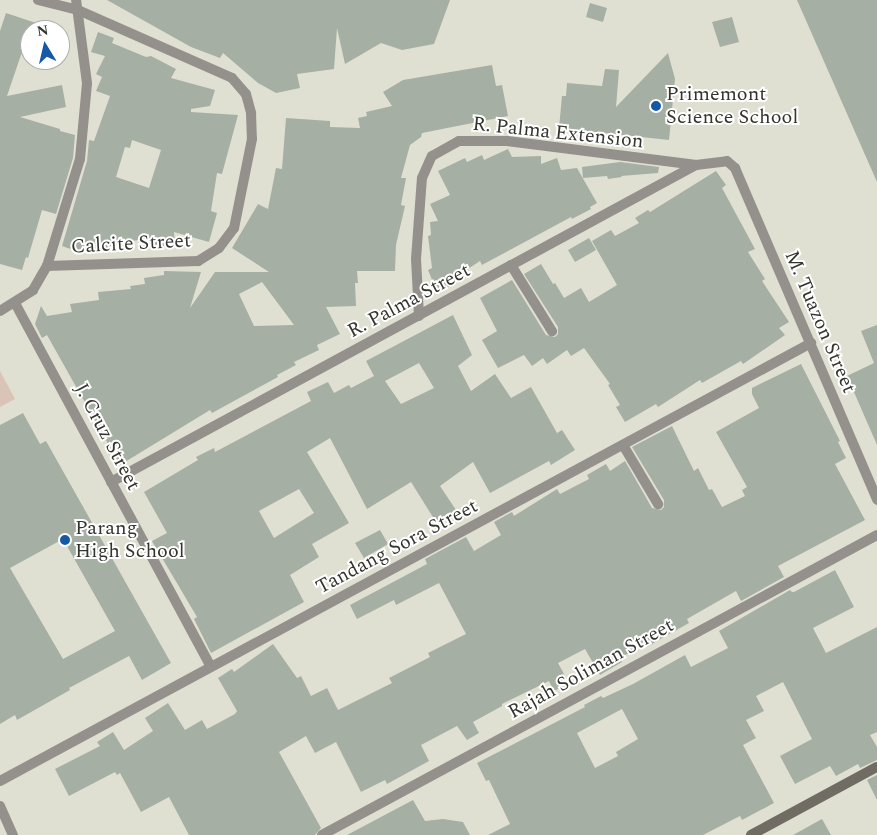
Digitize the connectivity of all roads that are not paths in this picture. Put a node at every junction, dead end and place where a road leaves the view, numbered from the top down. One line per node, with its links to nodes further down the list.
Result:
1 (38, 0): 2 (street)
2 (77, 5): 6 (street); 6 (street, Calcite Street)
3 (727, 161): 4 (street, R. Palma Street); 11 (street, M. Tuazon Street)
4 (696, 165): 5 (street, R. Palma Street); 9 (street, R. Palma Extension)
5 (512, 265): 9 (street, R. Palma Street); 10 (street)
6 (47, 266): 7 (street, Calcite Street)
7 (15, 303): 8 (street, Calcite Street); 13 (street, J. Cruz Street)
8 (0, 311)
9 (419, 316): 13 (street, R. Palma Street)
10 (552, 331)
11 (811, 343): 12 (street, Tandang Sora Street); 14 (street, M. Tuazon Street)
12 (623, 445): 15 (street); 17 (street, Tandang Sora Street)
13 (111, 482): 17 (street, J. Cruz Street)
14 (877, 500)
15 (658, 504)
16 (877, 535): 22 (street, Rajah Soliman Street)
17 (210, 667): 19 (street, Tandang Sora Street)
18 (877, 767): 23 (street)
19 (0, 781)
20 (0, 806): 21 (street)
21 (13, 835)
22 (322, 835)
23 (751, 835)

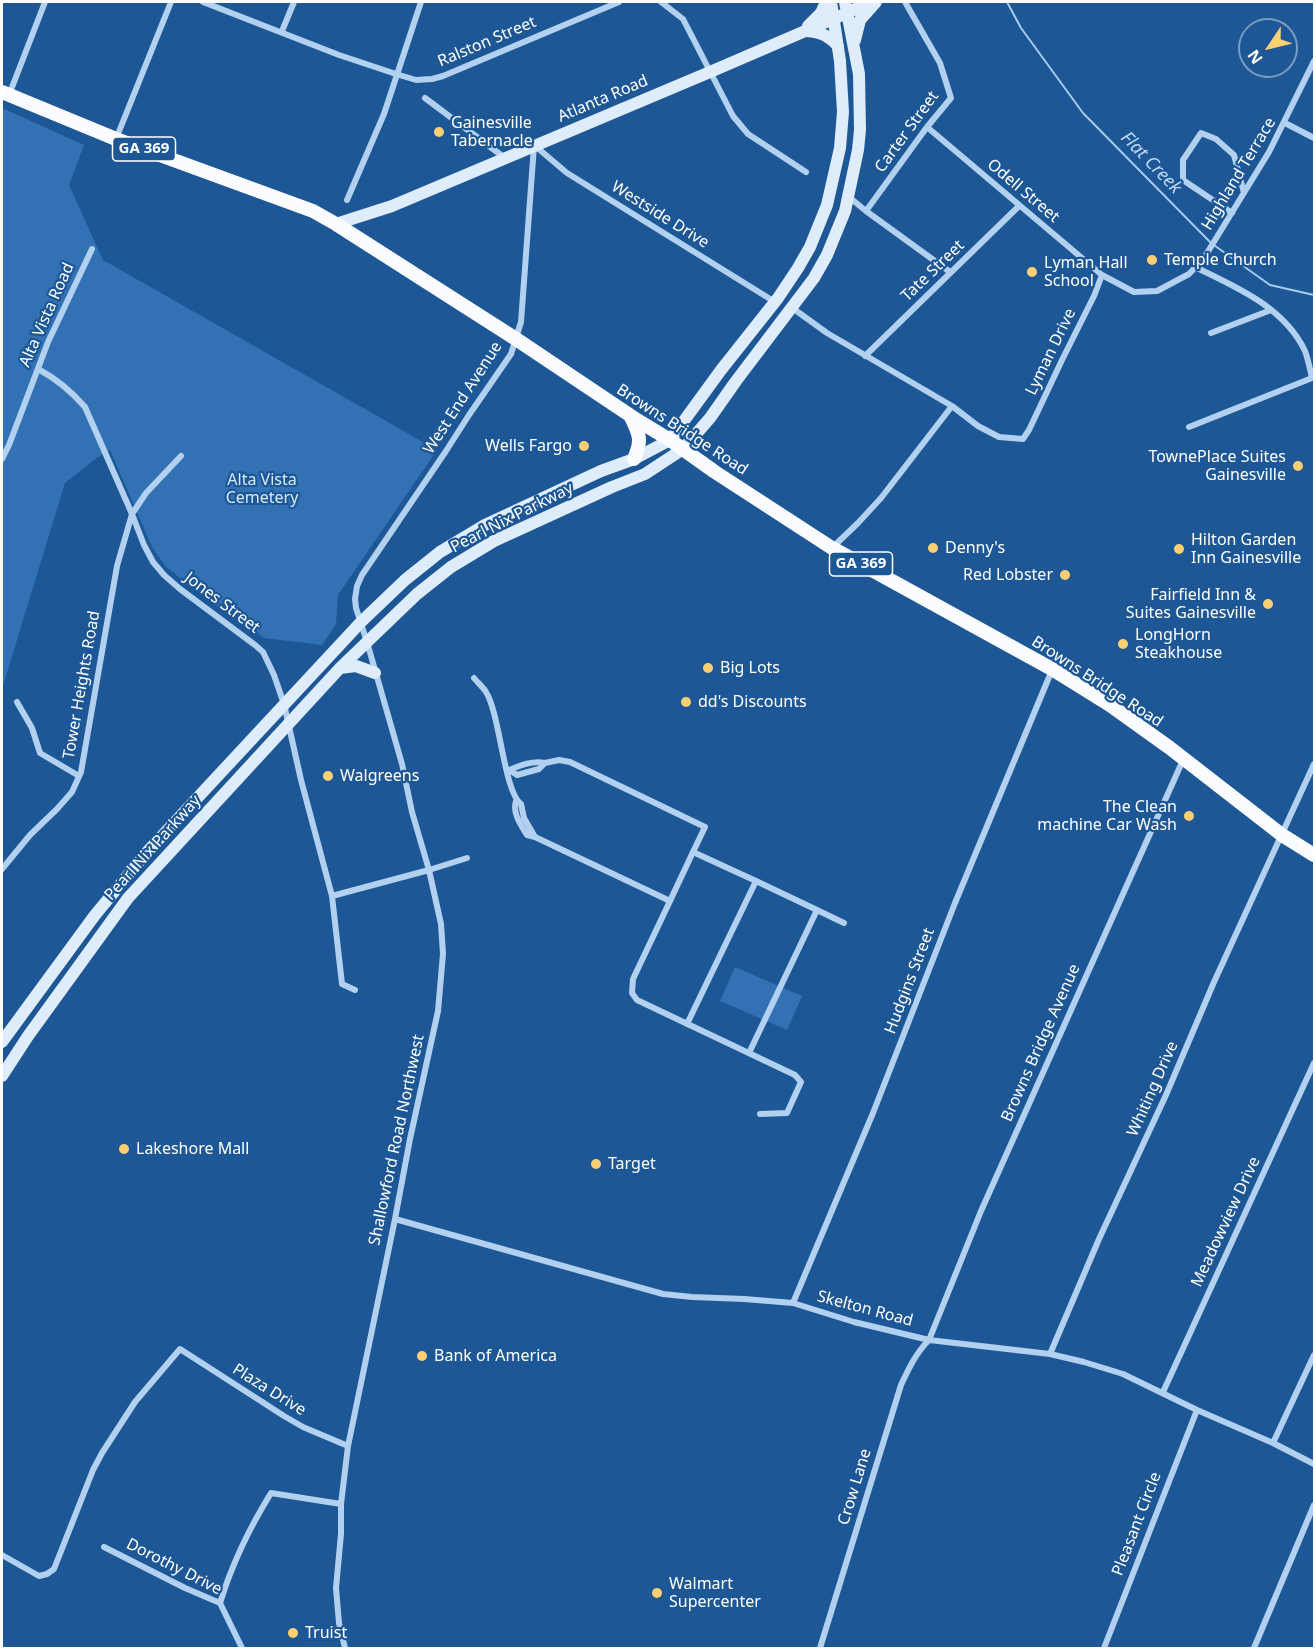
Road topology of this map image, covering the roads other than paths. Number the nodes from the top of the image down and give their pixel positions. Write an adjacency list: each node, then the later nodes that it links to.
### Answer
1 (45, 2): 22 (street)
2 (171, 2): 27 (street)
3 (203, 2): 16 (street, Ralston Street)
4 (294, 2): 16 (street)
5 (421, 2): 21 (street)
6 (619, 2): 21 (street, Ralston Street)
7 (661, 2): 20 (street)
8 (826, 2): 15 (main road)
9 (831, 2): 14 (main road, Pearl Nix Parkway)
10 (870, 2): 13 (main road, Atlanta Road)
11 (876, 2): 18 (main road)
12 (905, 2): 25 (street, Carter Street)
13 (846, 7): 14 (main road, Atlanta Road); 18 (main road, Pearl Nix Parkway)
14 (834, 18): 15 (main road, Atlanta Road); 17 (main road, Pearl Nix Parkway)
15 (803, 31): 17 (main road); 20 (main road, Atlanta Road)
16 (282, 32): 21 (street, Ralston Street)
17 (838, 46): 42 (main road, Pearl Nix Parkway)
18 (854, 47): 32 (main road, Pearl Nix Parkway)
19 (1314, 61): 24 (street, Highland Terrace)
20 (710, 72): 28 (main road, Atlanta Road); 30 (street)
21 (396, 74): 33 (street)
22 (5, 93): 27 (main road, Browns Bridge Road / GA 369)
23 (425, 98): 29 (street)
24 (1285, 123): 26 (street); 31 (street, Highland Terrace)
25 (927, 127): 34 (street, Odell Street); 35 (street, Carter Street)
26 (1314, 138)
27 (116, 139): 37 (main road, Browns Bridge Road / GA 369)
28 (534, 145): 29 (main road, Atlanta Road); 42 (street, Westside Drive); 46 (street, West End Avenue)
29 (503, 156): 37 (main road, Atlanta Road)
30 (806, 172)
31 (1244, 194): 36 (street, Highland Terrace); 36 (street)
32 (849, 197): 35 (street); 43 (main road, Pearl Nix Parkway)
33 (347, 200)
34 (1019, 206): 40 (street, Tate Street); 41 (street, Odell Street)
35 (866, 211): 40 (street)
36 (1232, 213): 39 (street, Highland Terrace)
37 (336, 224): 46 (main road, Browns Bridge Road / GA 369)
38 (92, 249): 48 (street, Alta Vista Road)
39 (1195, 267): 41 (street, Highland Terrace); 44 (street)
40 (950, 272): 47 (street, Tate Street)
41 (1102, 275): 50 (street, Lyman Drive)
42 (775, 302): 53 (main road, Pearl Nix Parkway)
43 (791, 308): 47 (street); 54 (main road, Pearl Nix Parkway)
44 (1270, 310): 45 (street); 49 (street)
45 (1212, 333)
46 (516, 339): 51 (main road, Browns Bridge Road / GA 369); 60 (street, West End Avenue)
47 (865, 356): 50 (street)
48 (38, 369): 56 (street, Alta Vista Road); 58 (street, Jones Street)
49 (1313, 378): 52 (street)
50 (952, 406): 59 (street)
51 (631, 417): 53 (main road, Browns Bridge Road / GA 369); 57 (main road)
52 (1189, 428)
53 (670, 440): 54 (main road, Browns Bridge Road / GA 369); 57 (main road, Pearl Nix Parkway)
54 (683, 449): 59 (main road, Browns Bridge Road / GA 369); 61 (main road, Pearl Nix Parkway)
55 (181, 456): 58 (street, Tower Heights Road)
56 (2, 459)
57 (634, 459): 60 (main road, Pearl Nix Parkway)
58 (132, 514): 67 (street, Jones Street); 75 (street, Tower Heights Road)
59 (832, 548): 63 (main road, Browns Bridge Road / GA 369)
60 (361, 622): 61 (street, West End Avenue); 67 (main road, Pearl Nix Parkway)
61 (367, 642): 62 (main road, Pearl Nix Parkway); 64 (street, Shallowford Road Northwest)
62 (340, 668): 64 (main road); 68 (main road, Pearl Nix Parkway)
63 (1052, 669): 69 (main road, Browns Bridge Road / GA 369); 95 (street, Hudgins Street)
64 (375, 673): 81 (street, Shallowford Road Northwest)
65 (474, 678): 73 (street)
66 (17, 702): 75 (street)
67 (284, 704): 68 (street, Jones Street); 89 (main road, Pearl Nix Parkway)
68 (289, 725): 83 (street, Jones Street); 92 (main road, Pearl Nix Parkway)
69 (1183, 759): 76 (main road, Browns Bridge Road / GA 369); 96 (street, Browns Bridge Avenue)
70 (526, 764): 71 (street); 73 (street); 74 (street)
71 (545, 764): 74 (street); 77 (street)
72 (1314, 764): 76 (street, Whiting Drive)
73 (509, 771): 74 (street); 84 (street)
74 (528, 772)
75 (79, 776): 80 (street, Tower Heights Road)
76 (1282, 835): 78 (main road, Browns Bridge Road / GA 369); 97 (street, Whiting Drive)
77 (693, 852): 82 (street); 84 (street)
78 (1314, 855)
79 (467, 858): 81 (street)
80 (2, 869)
81 (429, 870): 83 (street); 94 (street, Shallowford Road Northwest)
82 (756, 881): 85 (street); 88 (street)
83 (332, 896): 87 (street, Jones Street)
84 (670, 901): 88 (street)
85 (816, 910): 86 (street); 90 (street)
86 (844, 923)
87 (355, 990)
88 (687, 1024): 90 (street)
89 (2, 1042)
90 (749, 1053): 93 (street)
91 (1314, 1063): 99 (street, Meadowview Drive)
92 (2, 1076)
93 (760, 1114)
94 (395, 1219): 95 (street, Skelton Road); 102 (street, Shallowford Road Northwest)
95 (793, 1303): 96 (street, Skelton Road)
96 (929, 1340): 97 (street, Skelton Road); 111 (street, Crow Lane)
97 (1050, 1354): 99 (street, Skelton Road)
98 (1314, 1355): 101 (street)
99 (1163, 1392): 100 (street, Skelton Road)
100 (1197, 1410): 101 (street, Skelton Road); 112 (street, Pleasant Circle)
101 (1273, 1443): 103 (street, Skelton Road)
102 (348, 1446): 104 (street, Shallowford Road Northwest); 107 (street, Plaza Drive)
103 (1314, 1464)
104 (341, 1504): 108 (street); 110 (street, Shallowford Road Northwest)
105 (1314, 1504): 113 (street)
106 (104, 1547): 108 (street, Dorothy Drive)
107 (2, 1555)
108 (220, 1603): 109 (street, Dorothy Drive)
109 (242, 1648)
110 (345, 1648)
111 (820, 1648)
112 (1104, 1648)
113 (1254, 1648)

* Exercise objective: Lines holding "list" in the material above are to be reported.

* Answer to the problem:
Digitize the connectivity of all roads that are not paths in this picture. Put a node at every junction, dead end and place where a road leaves the view, numbered from the top down. One line per node, with its links to nodes further down the list.
Road topology of this map image, covering the roads other than paths. Number the nodes from the top of the image down and give their pixel positions. Write an adjacency list: each node, then the later nodes that it links to.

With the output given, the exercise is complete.